"No, really?" The Bishop frowned.
"One of the most eloquent men I have ever come across. I remember, at the time——" he smiled apologetically—"I thought what a preacher was lost to the Church! And with it an enthusiasm, a grip of his subject and a faith in the prospects, which carried his listeners bodily away. To give you an example of this, Warleigh's poor old butler invested his savings—the hardly won nest-egg of forty years' service—then and there in the affair. He handed every penny of it over to Schliff before he left."
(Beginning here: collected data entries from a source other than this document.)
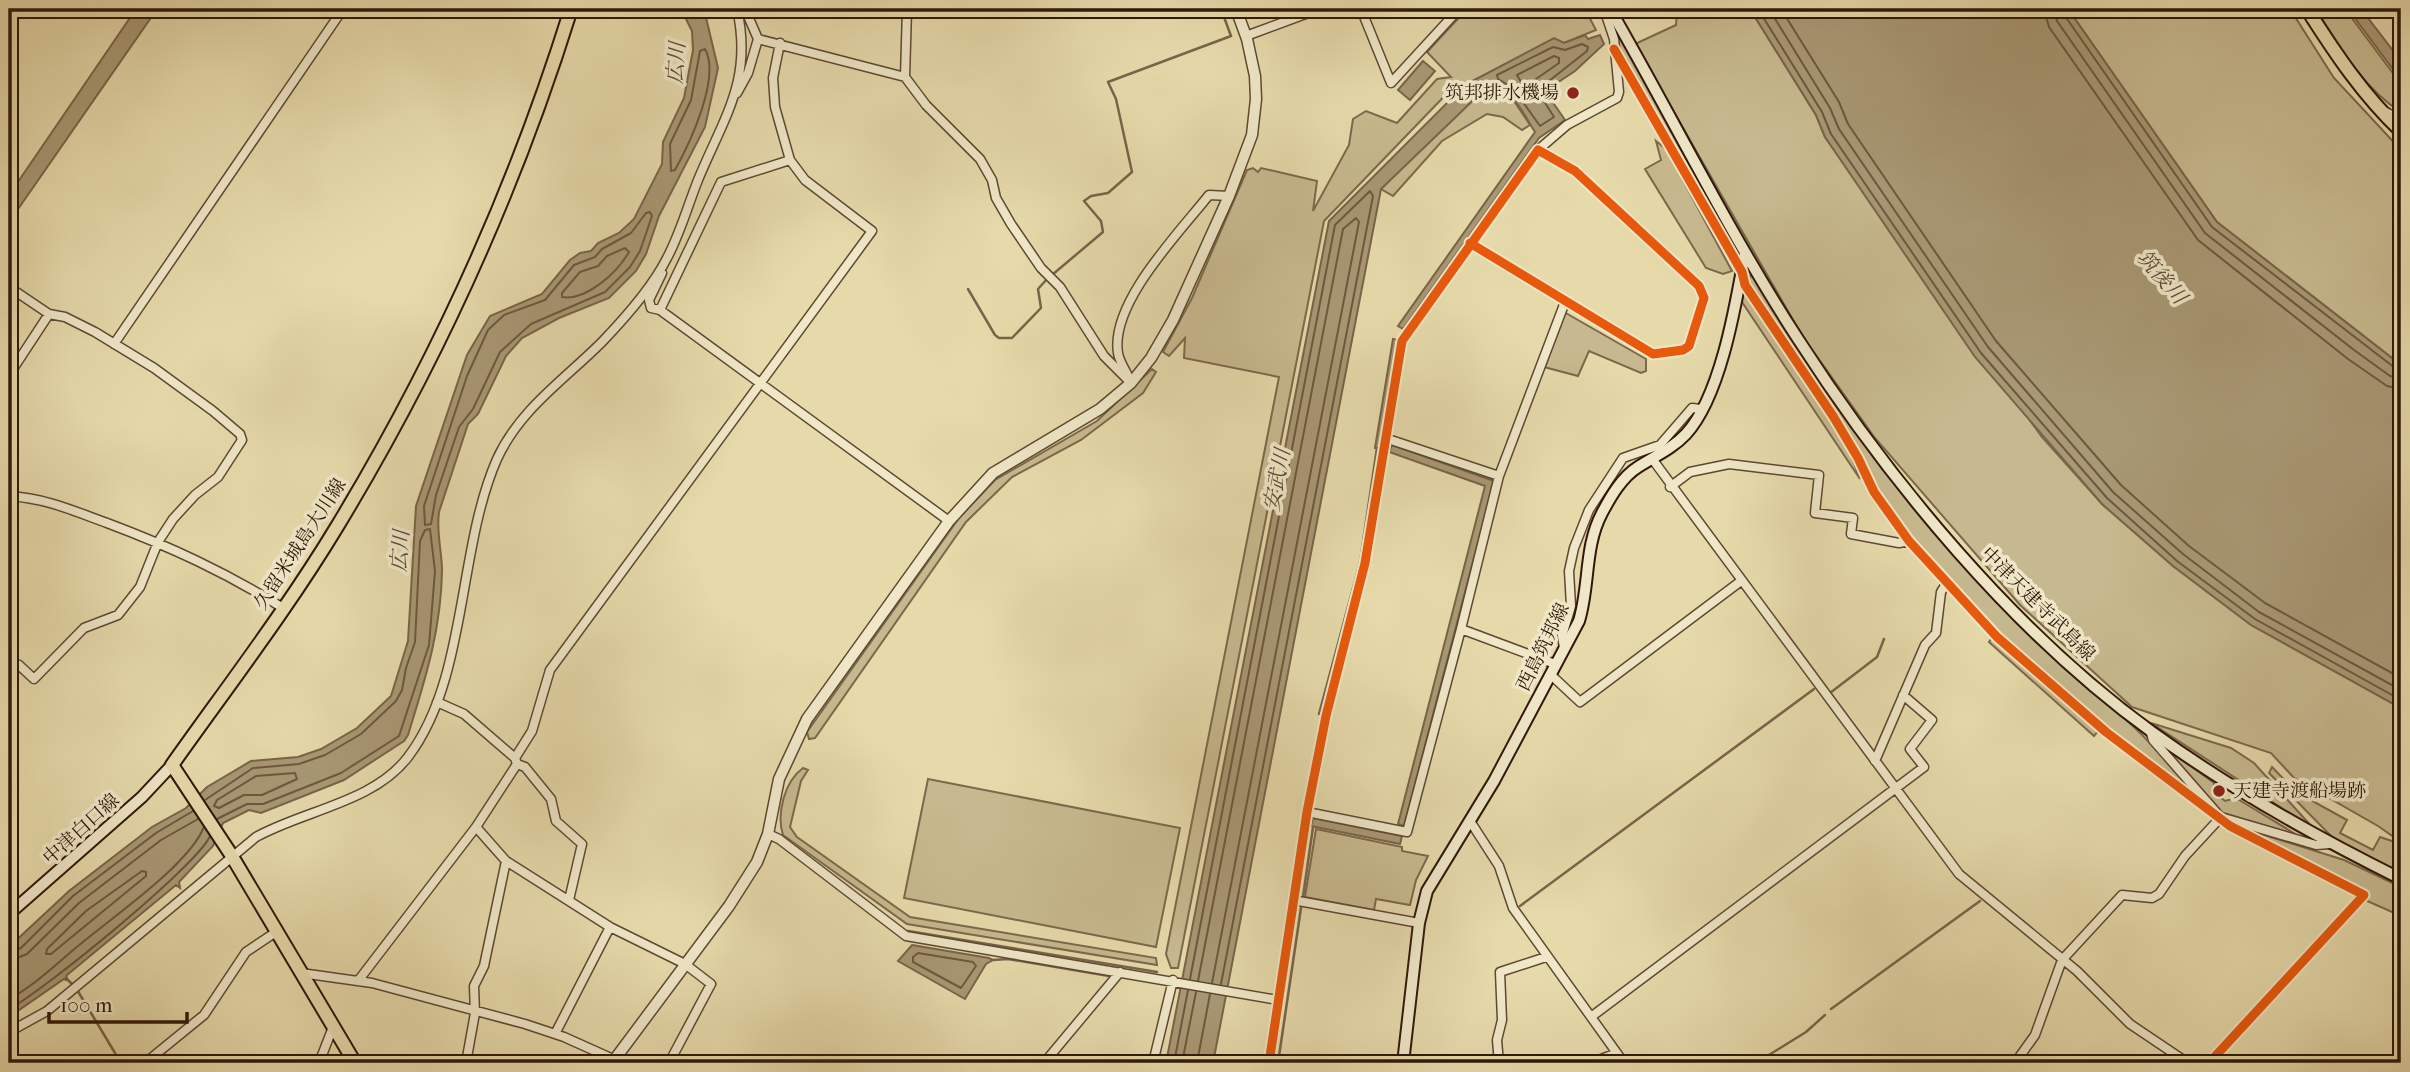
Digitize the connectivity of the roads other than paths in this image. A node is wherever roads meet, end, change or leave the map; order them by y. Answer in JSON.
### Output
{"nodes":[{"id":1,"x":343,"y":9,"type":"edge"},
{"id":2,"x":571,"y":9,"type":"edge"},
{"id":3,"x":737,"y":9,"type":"edge"},
{"id":4,"x":745,"y":9,"type":"edge"},
{"id":5,"x":907,"y":9,"type":"edge"},
{"id":6,"x":1236,"y":9,"type":"edge"},
{"id":7,"x":1319,"y":9,"type":"edge"},
{"id":8,"x":1361,"y":9,"type":"edge"},
{"id":9,"x":1460,"y":9,"type":"edge"},
{"id":10,"x":1609,"y":9,"type":"edge"},
{"id":11,"x":2307,"y":9,"type":"edge"},
{"id":12,"x":1246,"y":36,"type":"junction"},
{"id":13,"x":758,"y":39,"type":"junction"},
{"id":14,"x":780,"y":43,"type":"junction"},
{"id":15,"x":1615,"y":49,"type":"junction"},
{"id":16,"x":905,"y":77,"type":"junction"},
{"id":17,"x":735,"y":95,"type":"junction"},
{"id":18,"x":2377,"y":108,"type":"junction"},
{"id":19,"x":2401,"y":120,"type":"edge"},
{"id":20,"x":2401,"y":131,"type":"edge"},
{"id":21,"x":1538,"y":150,"type":"junction"},
{"id":22,"x":790,"y":160,"type":"junction"},
{"id":23,"x":1229,"y":196,"type":"junction"},
{"id":24,"x":1469,"y":243,"type":"junction"},
{"id":25,"x":1745,"y":253,"type":"junction"},
{"id":26,"x":663,"y":267,"type":"junction"},
{"id":27,"x":1742,"y":272,"type":"junction"},
{"id":28,"x":9,"y":287,"type":"edge"},
{"id":29,"x":1565,"y":302,"type":"junction"},
{"id":30,"x":660,"y":310,"type":"junction"},
{"id":31,"x":49,"y":314,"type":"junction"},
{"id":32,"x":114,"y":344,"type":"junction"},
{"id":33,"x":9,"y":375,"type":"edge"},
{"id":34,"x":763,"y":383,"type":"junction"},
{"id":35,"x":1131,"y":383,"type":"junction"},
{"id":36,"x":1701,"y":409,"type":"junction"},
{"id":37,"x":1388,"y":439,"type":"junction"},
{"id":38,"x":1653,"y":460,"type":"junction"},
{"id":39,"x":1499,"y":477,"type":"junction"},
{"id":40,"x":1670,"y":487,"type":"junction"},
{"id":41,"x":9,"y":496,"type":"edge"},
{"id":42,"x":949,"y":521,"type":"junction"},
{"id":43,"x":1909,"y":541,"type":"junction"},
{"id":44,"x":158,"y":542,"type":"junction"},
{"id":45,"x":1741,"y":581,"type":"junction"},
{"id":46,"x":1946,"y":584,"type":"junction"},
{"id":47,"x":283,"y":608,"type":"junction"},
{"id":48,"x":1461,"y":629,"type":"junction"},
{"id":49,"x":1564,"y":648,"type":"junction"},
{"id":50,"x":1553,"y":669,"type":"junction"},
{"id":51,"x":9,"y":677,"type":"edge"},
{"id":52,"x":1903,"y":695,"type":"junction"},
{"id":53,"x":437,"y":702,"type":"junction"},
{"id":54,"x":2150,"y":730,"type":"junction"},
{"id":55,"x":516,"y":761,"type":"junction"},
{"id":56,"x":1875,"y":761,"type":"junction"},
{"id":57,"x":172,"y":765,"type":"junction"},
{"id":58,"x":1896,"y":789,"type":"junction"},
{"id":59,"x":1307,"y":812,"type":"junction"},
{"id":60,"x":2219,"y":815,"type":"junction"},
{"id":61,"x":1470,"y":821,"type":"junction"},
{"id":62,"x":476,"y":827,"type":"junction"},
{"id":63,"x":768,"y":834,"type":"junction"},
{"id":64,"x":2330,"y":844,"type":"junction"},
{"id":65,"x":231,"y":855,"type":"junction"},
{"id":66,"x":506,"y":861,"type":"junction"},
{"id":67,"x":2401,"y":879,"type":"edge"},
{"id":68,"x":569,"y":900,"type":"junction"},
{"id":69,"x":1293,"y":900,"type":"junction"},
{"id":70,"x":9,"y":914,"type":"edge"},
{"id":71,"x":1419,"y":923,"type":"junction"},
{"id":72,"x":610,"y":926,"type":"junction"},
{"id":73,"x":276,"y":932,"type":"junction"},
{"id":74,"x":1546,"y":957,"type":"junction"},
{"id":75,"x":2062,"y":960,"type":"junction"},
{"id":76,"x":685,"y":964,"type":"junction"},
{"id":77,"x":1121,"y":972,"type":"junction"},
{"id":78,"x":301,"y":974,"type":"junction"},
{"id":79,"x":358,"y":981,"type":"junction"},
{"id":80,"x":1175,"y":981,"type":"junction"},
{"id":81,"x":1278,"y":1000,"type":"junction"},
{"id":82,"x":475,"y":1013,"type":"junction"},
{"id":83,"x":1591,"y":1017,"type":"junction"},
{"id":84,"x":333,"y":1027,"type":"junction"},
{"id":85,"x":9,"y":1032,"type":"edge"},
{"id":86,"x":555,"y":1034,"type":"junction"},
{"id":87,"x":1617,"y":1053,"type":"junction"},
{"id":88,"x":616,"y":1062,"type":"edge"},
{"id":89,"x":145,"y":1063,"type":"edge"},
{"id":90,"x":320,"y":1063,"type":"edge"},
{"id":91,"x":355,"y":1063,"type":"edge"},
{"id":92,"x":466,"y":1063,"type":"edge"},
{"id":93,"x":669,"y":1063,"type":"edge"},
{"id":94,"x":1044,"y":1063,"type":"edge"},
{"id":95,"x":1153,"y":1063,"type":"edge"},
{"id":96,"x":1269,"y":1063,"type":"edge"},
{"id":97,"x":1403,"y":1063,"type":"edge"},
{"id":98,"x":1499,"y":1063,"type":"edge"},
{"id":99,"x":1591,"y":1063,"type":"edge"},
{"id":100,"x":1625,"y":1063,"type":"edge"},
{"id":101,"x":2015,"y":1063,"type":"edge"},
{"id":102,"x":2188,"y":1063,"type":"edge"},
{"id":103,"x":2209,"y":1063,"type":"edge"}],
"edges":[{"from":1,"to":32,"type":"street"},
{"from":2,"to":47,"type":"main road","name":"久留米城島大川線"},
{"from":3,"to":17,"type":"street"},
{"from":4,"to":13,"type":"street"},
{"from":5,"to":16,"type":"street"},
{"from":6,"to":12,"type":"street"},
{"from":7,"to":12,"type":"street"},
{"from":8,"to":9,"type":"street"},
{"from":10,"to":15,"type":"street"},
{"from":10,"to":25,"type":"main road"},
{"from":11,"to":18,"type":"main road"},
{"from":12,"to":23,"type":"street"},
{"from":13,"to":14,"type":"street"},
{"from":13,"to":17,"type":"street"},
{"from":14,"to":16,"type":"street"},
{"from":14,"to":22,"type":"street"},
{"from":15,"to":21,"type":"street"},
{"from":15,"to":27,"type":"street"},
{"from":16,"to":35,"type":"street"},
{"from":17,"to":26,"type":"street"},
{"from":18,"to":19,"type":"street"},
{"from":18,"to":20,"type":"main road"},
{"from":21,"to":24,"type":"street"},
{"from":21,"to":29,"type":"street"},
{"from":22,"to":30,"type":"street"},
{"from":22,"to":34,"type":"street"},
{"from":23,"to":35,"type":"street"},
{"from":23,"to":35,"type":"street"},
{"from":24,"to":29,"type":"street"},
{"from":24,"to":37,"type":"street"},
{"from":25,"to":27,"type":"main road","name":"西島筑邦線"},
{"from":25,"to":54,"type":"main road","name":"中津天建寺武島線"},
{"from":26,"to":30,"type":"street"},
{"from":26,"to":53,"type":"street"},
{"from":27,"to":36,"type":"main road","name":"西島筑邦線"},
{"from":27,"to":43,"type":"street"},
{"from":28,"to":31,"type":"street"},
{"from":29,"to":39,"type":"street"},
{"from":30,"to":34,"type":"street"},
{"from":31,"to":32,"type":"street"},
{"from":31,"to":33,"type":"street"},
{"from":32,"to":44,"type":"street"},
{"from":34,"to":42,"type":"street"},
{"from":34,"to":55,"type":"street"},
{"from":35,"to":42,"type":"street"},
{"from":36,"to":38,"type":"main road","name":"西島筑邦線"},
{"from":36,"to":49,"type":"street"},
{"from":37,"to":39,"type":"street"},
{"from":37,"to":59,"type":"street"},
{"from":38,"to":40,"type":"street"},
{"from":38,"to":49,"type":"main road","name":"西島筑邦線"},
{"from":39,"to":48,"type":"street"},
{"from":40,"to":43,"type":"street"},
{"from":40,"to":45,"type":"street"},
{"from":41,"to":44,"type":"street"},
{"from":42,"to":63,"type":"street"},
{"from":43,"to":46,"type":"street"},
{"from":44,"to":47,"type":"street"},
{"from":44,"to":51,"type":"street"},
{"from":45,"to":50,"type":"street"},
{"from":45,"to":56,"type":"street"},
{"from":46,"to":52,"type":"street"},
{"from":46,"to":60,"type":"street"},
{"from":47,"to":57,"type":"main road","name":"久留米城島大川線"},
{"from":48,"to":50,"type":"street"},
{"from":48,"to":59,"type":"street"},
{"from":49,"to":50,"type":"main road","name":"西島筑邦線"},
{"from":50,"to":61,"type":"main road","name":"西島筑邦線"},
{"from":52,"to":56,"type":"street"},
{"from":52,"to":58,"type":"street"},
{"from":53,"to":55,"type":"street"},
{"from":53,"to":65,"type":"street"},
{"from":54,"to":60,"type":"street"},
{"from":54,"to":64,"type":"main road","name":"中津天建寺武島線"},
{"from":55,"to":62,"type":"street"},
{"from":55,"to":68,"type":"street"},
{"from":56,"to":58,"type":"street"},
{"from":57,"to":65,"type":"main road"},
{"from":57,"to":70,"type":"main road","name":"中津白口線"},
{"from":58,"to":75,"type":"street"},
{"from":58,"to":83,"type":"street"},
{"from":59,"to":69,"type":"street"},
{"from":60,"to":64,"type":"street"},
{"from":60,"to":75,"type":"street"},
{"from":60,"to":103,"type":"street"},
{"from":61,"to":71,"type":"main road","name":"西島筑邦線"},
{"from":61,"to":74,"type":"street"},
{"from":62,"to":66,"type":"street"},
{"from":62,"to":79,"type":"street"},
{"from":63,"to":76,"type":"street"},
{"from":63,"to":77,"type":"street"},
{"from":64,"to":67,"type":"main road","name":"中津天建寺武島線"},
{"from":65,"to":73,"type":"main road"},
{"from":65,"to":85,"type":"street"},
{"from":66,"to":68,"type":"street"},
{"from":66,"to":82,"type":"street"},
{"from":68,"to":72,"type":"street"},
{"from":69,"to":71,"type":"street"},
{"from":69,"to":81,"type":"street"},
{"from":71,"to":97,"type":"main road","name":"西島筑邦線"},
{"from":72,"to":76,"type":"street"},
{"from":72,"to":86,"type":"street"},
{"from":73,"to":78,"type":"main road"},
{"from":73,"to":89,"type":"street"},
{"from":74,"to":83,"type":"street"},
{"from":74,"to":98,"type":"street"},
{"from":75,"to":101,"type":"street"},
{"from":75,"to":102,"type":"street"},
{"from":76,"to":88,"type":"street"},
{"from":76,"to":93,"type":"street"},
{"from":77,"to":80,"type":"street"},
{"from":77,"to":94,"type":"street"},
{"from":78,"to":79,"type":"street"},
{"from":78,"to":84,"type":"main road"},
{"from":79,"to":82,"type":"street"},
{"from":80,"to":81,"type":"street"},
{"from":80,"to":95,"type":"street"},
{"from":81,"to":96,"type":"street"},
{"from":82,"to":86,"type":"street"},
{"from":82,"to":92,"type":"street"},
{"from":83,"to":87,"type":"street"},
{"from":84,"to":90,"type":"street"},
{"from":84,"to":91,"type":"main road"},
{"from":86,"to":88,"type":"street"},
{"from":87,"to":99,"type":"street"},
{"from":87,"to":100,"type":"street"}]}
"What a shame!" Mrs. Cadell's sympathy was plainly aroused—"I suppose he will never get it back?"
"I fear not. And he's one of many." The Bishop frowned thoughtfully. "Looking through a list of shareholders only this morning I was surprised to find many names I knew personally of quite small people with narrow incomes. Good people too, I mean. Service men and petty squires living in the depths of the country."
"Exactly." McTaggart's face was grim—"the usual victims, I'm afraid. But it seems to have dragged on rather longer than these forlorn hopes generally do. What reason do they give for the fall in shares? and the absence of a dividend? What do the reports say?"
"Oh—they're full of excuses." The Bishop's thin, delicate hand went out in a gesture of impatience. "For instance—new machinery—some hitch in the process—a technical difference of opinion between the experts they employ. With always the same golden future dangled before our weary eyes, in Schliff's magnetic and pompous speeches, bolstered up by his tame directors. And the money sunk in it—thousands squandered! With nothing practical to show—to warrant the huge expenditure."
"I suppose by now," McTaggart hazarded, "Schliff's a pretty prosperous man?"
"I couldn't say. To give him his due I should hesitate to class the man in any way as unscrupulous. He has a firm belief in himself and in anything that he undertakes. It's temperamental and most misleading; but I think, according to his light, he's honest. I really think so! That's the perplexing part to me. But he's hypnotized by his own verbosity——" the Bishop paused, pleased with the phrase—"he sees himself a second Napoleon—alas! without his genius for management."
McTaggart allowed himself the luxury of a long-repressed smile.
"The type is perhaps not uncommon. If you like I'll make a few inquiries—quite quietly, of course—and find out what sort of a record he bears in the city. I conclude this isn't his first venture? Herman Schliff ... and the Company?" He made a note upon his cuff. "Oh, it's really no trouble—I'm interested in the affair."